● **What is being asked**:
Repeat each entry in the data, exactly.

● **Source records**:
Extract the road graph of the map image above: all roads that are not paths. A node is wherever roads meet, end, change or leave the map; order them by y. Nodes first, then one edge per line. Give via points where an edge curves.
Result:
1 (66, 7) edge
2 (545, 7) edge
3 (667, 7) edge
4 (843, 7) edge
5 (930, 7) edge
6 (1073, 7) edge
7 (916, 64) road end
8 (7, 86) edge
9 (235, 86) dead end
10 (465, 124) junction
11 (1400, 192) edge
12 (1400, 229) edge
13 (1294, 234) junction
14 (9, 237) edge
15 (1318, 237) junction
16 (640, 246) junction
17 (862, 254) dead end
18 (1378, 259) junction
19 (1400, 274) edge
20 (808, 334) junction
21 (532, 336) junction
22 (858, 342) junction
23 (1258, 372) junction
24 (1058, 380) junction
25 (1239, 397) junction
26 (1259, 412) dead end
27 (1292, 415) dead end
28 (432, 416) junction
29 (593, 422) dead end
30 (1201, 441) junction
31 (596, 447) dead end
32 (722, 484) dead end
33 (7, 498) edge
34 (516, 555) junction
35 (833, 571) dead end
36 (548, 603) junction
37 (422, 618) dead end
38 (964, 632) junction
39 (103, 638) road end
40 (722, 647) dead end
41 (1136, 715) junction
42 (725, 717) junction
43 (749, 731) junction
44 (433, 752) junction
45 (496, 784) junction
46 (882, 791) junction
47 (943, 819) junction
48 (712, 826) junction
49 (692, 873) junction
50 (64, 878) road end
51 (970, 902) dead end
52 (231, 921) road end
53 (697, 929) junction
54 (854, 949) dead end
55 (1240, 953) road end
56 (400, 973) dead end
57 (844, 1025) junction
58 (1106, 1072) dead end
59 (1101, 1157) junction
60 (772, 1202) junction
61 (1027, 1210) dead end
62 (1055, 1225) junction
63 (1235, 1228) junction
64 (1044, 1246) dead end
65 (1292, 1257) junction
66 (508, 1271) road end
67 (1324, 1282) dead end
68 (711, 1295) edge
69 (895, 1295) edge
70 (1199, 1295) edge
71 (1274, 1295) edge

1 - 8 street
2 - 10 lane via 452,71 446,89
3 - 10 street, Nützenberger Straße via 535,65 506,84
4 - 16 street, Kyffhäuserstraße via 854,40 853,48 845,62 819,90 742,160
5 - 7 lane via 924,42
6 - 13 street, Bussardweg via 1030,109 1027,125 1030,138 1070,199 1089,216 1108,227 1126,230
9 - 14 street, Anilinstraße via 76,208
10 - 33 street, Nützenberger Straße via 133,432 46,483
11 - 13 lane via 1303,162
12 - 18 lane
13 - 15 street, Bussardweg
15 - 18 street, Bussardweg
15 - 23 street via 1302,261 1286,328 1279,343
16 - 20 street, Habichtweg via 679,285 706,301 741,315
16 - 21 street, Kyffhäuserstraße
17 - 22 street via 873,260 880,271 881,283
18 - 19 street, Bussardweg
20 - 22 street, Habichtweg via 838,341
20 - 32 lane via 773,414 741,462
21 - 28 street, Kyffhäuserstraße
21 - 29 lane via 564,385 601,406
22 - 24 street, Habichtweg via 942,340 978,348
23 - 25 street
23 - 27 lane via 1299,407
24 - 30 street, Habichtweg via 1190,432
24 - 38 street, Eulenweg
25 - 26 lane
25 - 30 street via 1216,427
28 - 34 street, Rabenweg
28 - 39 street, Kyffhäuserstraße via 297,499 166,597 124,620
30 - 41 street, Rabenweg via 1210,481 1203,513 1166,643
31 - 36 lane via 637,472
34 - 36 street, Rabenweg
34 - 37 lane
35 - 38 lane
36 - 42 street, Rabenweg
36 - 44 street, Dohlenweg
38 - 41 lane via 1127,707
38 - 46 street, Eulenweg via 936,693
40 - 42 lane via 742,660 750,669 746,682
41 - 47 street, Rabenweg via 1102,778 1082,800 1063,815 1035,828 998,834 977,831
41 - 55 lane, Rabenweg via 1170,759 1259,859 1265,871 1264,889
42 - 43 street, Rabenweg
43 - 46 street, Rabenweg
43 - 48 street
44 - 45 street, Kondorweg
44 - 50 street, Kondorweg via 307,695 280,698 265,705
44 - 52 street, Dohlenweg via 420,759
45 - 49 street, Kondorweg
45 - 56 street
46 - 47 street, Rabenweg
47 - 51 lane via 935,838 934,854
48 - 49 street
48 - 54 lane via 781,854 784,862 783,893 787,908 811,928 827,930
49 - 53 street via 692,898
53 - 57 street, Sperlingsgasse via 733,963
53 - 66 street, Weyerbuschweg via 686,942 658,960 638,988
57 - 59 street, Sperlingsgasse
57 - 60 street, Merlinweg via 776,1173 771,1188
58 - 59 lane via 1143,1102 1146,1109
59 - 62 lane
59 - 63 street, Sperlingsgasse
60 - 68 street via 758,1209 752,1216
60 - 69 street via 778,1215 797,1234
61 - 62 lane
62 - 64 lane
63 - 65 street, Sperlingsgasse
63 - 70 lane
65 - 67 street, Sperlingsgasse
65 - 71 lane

● **Response for this exercise**:
Extract the road graph of the map image above: all roads that are not paths. A node is wherever roads meet, end, change or leave the map; order them by y. Nodes first, then one edge per line. Give via points where an edge curves.
Result:
1 (66, 7) edge
2 (545, 7) edge
3 (667, 7) edge
4 (843, 7) edge
5 (930, 7) edge
6 (1073, 7) edge
7 (916, 64) road end
8 (7, 86) edge
9 (235, 86) dead end
10 (465, 124) junction
11 (1400, 192) edge
12 (1400, 229) edge
13 (1294, 234) junction
14 (9, 237) edge
15 (1318, 237) junction
16 (640, 246) junction
17 (862, 254) dead end
18 (1378, 259) junction
19 (1400, 274) edge
20 (808, 334) junction
21 (532, 336) junction
22 (858, 342) junction
23 (1258, 372) junction
24 (1058, 380) junction
25 (1239, 397) junction
26 (1259, 412) dead end
27 (1292, 415) dead end
28 (432, 416) junction
29 (593, 422) dead end
30 (1201, 441) junction
31 (596, 447) dead end
32 (722, 484) dead end
33 (7, 498) edge
34 (516, 555) junction
35 (833, 571) dead end
36 (548, 603) junction
37 (422, 618) dead end
38 (964, 632) junction
39 (103, 638) road end
40 (722, 647) dead end
41 (1136, 715) junction
42 (725, 717) junction
43 (749, 731) junction
44 (433, 752) junction
45 (496, 784) junction
46 (882, 791) junction
47 (943, 819) junction
48 (712, 826) junction
49 (692, 873) junction
50 (64, 878) road end
51 (970, 902) dead end
52 (231, 921) road end
53 (697, 929) junction
54 (854, 949) dead end
55 (1240, 953) road end
56 (400, 973) dead end
57 (844, 1025) junction
58 (1106, 1072) dead end
59 (1101, 1157) junction
60 (772, 1202) junction
61 (1027, 1210) dead end
62 (1055, 1225) junction
63 (1235, 1228) junction
64 (1044, 1246) dead end
65 (1292, 1257) junction
66 (508, 1271) road end
67 (1324, 1282) dead end
68 (711, 1295) edge
69 (895, 1295) edge
70 (1199, 1295) edge
71 (1274, 1295) edge

1 - 8 street
2 - 10 lane via 452,71 446,89
3 - 10 street, Nützenberger Straße via 535,65 506,84
4 - 16 street, Kyffhäuserstraße via 854,40 853,48 845,62 819,90 742,160
5 - 7 lane via 924,42
6 - 13 street, Bussardweg via 1030,109 1027,125 1030,138 1070,199 1089,216 1108,227 1126,230
9 - 14 street, Anilinstraße via 76,208
10 - 33 street, Nützenberger Straße via 133,432 46,483
11 - 13 lane via 1303,162
12 - 18 lane
13 - 15 street, Bussardweg
15 - 18 street, Bussardweg
15 - 23 street via 1302,261 1286,328 1279,343
16 - 20 street, Habichtweg via 679,285 706,301 741,315
16 - 21 street, Kyffhäuserstraße
17 - 22 street via 873,260 880,271 881,283
18 - 19 street, Bussardweg
20 - 22 street, Habichtweg via 838,341
20 - 32 lane via 773,414 741,462
21 - 28 street, Kyffhäuserstraße
21 - 29 lane via 564,385 601,406
22 - 24 street, Habichtweg via 942,340 978,348
23 - 25 street
23 - 27 lane via 1299,407
24 - 30 street, Habichtweg via 1190,432
24 - 38 street, Eulenweg
25 - 26 lane
25 - 30 street via 1216,427
28 - 34 street, Rabenweg
28 - 39 street, Kyffhäuserstraße via 297,499 166,597 124,620
30 - 41 street, Rabenweg via 1210,481 1203,513 1166,643
31 - 36 lane via 637,472
34 - 36 street, Rabenweg
34 - 37 lane
35 - 38 lane
36 - 42 street, Rabenweg
36 - 44 street, Dohlenweg
38 - 41 lane via 1127,707
38 - 46 street, Eulenweg via 936,693
40 - 42 lane via 742,660 750,669 746,682
41 - 47 street, Rabenweg via 1102,778 1082,800 1063,815 1035,828 998,834 977,831
41 - 55 lane, Rabenweg via 1170,759 1259,859 1265,871 1264,889
42 - 43 street, Rabenweg
43 - 46 street, Rabenweg
43 - 48 street
44 - 45 street, Kondorweg
44 - 50 street, Kondorweg via 307,695 280,698 265,705
44 - 52 street, Dohlenweg via 420,759
45 - 49 street, Kondorweg
45 - 56 street
46 - 47 street, Rabenweg
47 - 51 lane via 935,838 934,854
48 - 49 street
48 - 54 lane via 781,854 784,862 783,893 787,908 811,928 827,930
49 - 53 street via 692,898
53 - 57 street, Sperlingsgasse via 733,963
53 - 66 street, Weyerbuschweg via 686,942 658,960 638,988
57 - 59 street, Sperlingsgasse
57 - 60 street, Merlinweg via 776,1173 771,1188
58 - 59 lane via 1143,1102 1146,1109
59 - 62 lane
59 - 63 street, Sperlingsgasse
60 - 68 street via 758,1209 752,1216
60 - 69 street via 778,1215 797,1234
61 - 62 lane
62 - 64 lane
63 - 65 street, Sperlingsgasse
63 - 70 lane
65 - 67 street, Sperlingsgasse
65 - 71 lane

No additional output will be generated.